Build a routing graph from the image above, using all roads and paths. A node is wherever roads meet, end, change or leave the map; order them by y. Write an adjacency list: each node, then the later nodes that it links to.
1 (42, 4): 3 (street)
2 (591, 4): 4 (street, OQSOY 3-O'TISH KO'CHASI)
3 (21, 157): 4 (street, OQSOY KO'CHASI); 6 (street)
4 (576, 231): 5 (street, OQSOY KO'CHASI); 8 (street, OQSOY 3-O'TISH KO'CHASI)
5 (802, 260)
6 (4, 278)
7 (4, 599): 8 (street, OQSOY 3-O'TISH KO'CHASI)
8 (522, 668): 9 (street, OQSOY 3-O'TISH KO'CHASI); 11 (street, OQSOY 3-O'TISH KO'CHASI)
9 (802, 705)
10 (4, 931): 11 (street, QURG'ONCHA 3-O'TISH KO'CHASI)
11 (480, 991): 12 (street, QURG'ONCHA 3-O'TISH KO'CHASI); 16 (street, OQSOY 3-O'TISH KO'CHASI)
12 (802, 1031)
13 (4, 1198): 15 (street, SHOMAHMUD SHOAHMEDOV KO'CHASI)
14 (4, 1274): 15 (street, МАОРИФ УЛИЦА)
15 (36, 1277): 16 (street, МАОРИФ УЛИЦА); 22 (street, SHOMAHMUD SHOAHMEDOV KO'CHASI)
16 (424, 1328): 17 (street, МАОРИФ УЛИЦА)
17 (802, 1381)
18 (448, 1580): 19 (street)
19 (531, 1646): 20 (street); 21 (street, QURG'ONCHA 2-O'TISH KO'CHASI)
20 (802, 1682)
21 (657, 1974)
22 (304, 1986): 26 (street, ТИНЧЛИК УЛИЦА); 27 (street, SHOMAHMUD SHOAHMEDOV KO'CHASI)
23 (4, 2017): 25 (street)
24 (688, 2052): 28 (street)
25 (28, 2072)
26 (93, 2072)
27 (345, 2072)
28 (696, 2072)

Task goal:
How many of the lines in this material contain the word "УЛИЦА"? State the number and nothing else.

Task answer:
4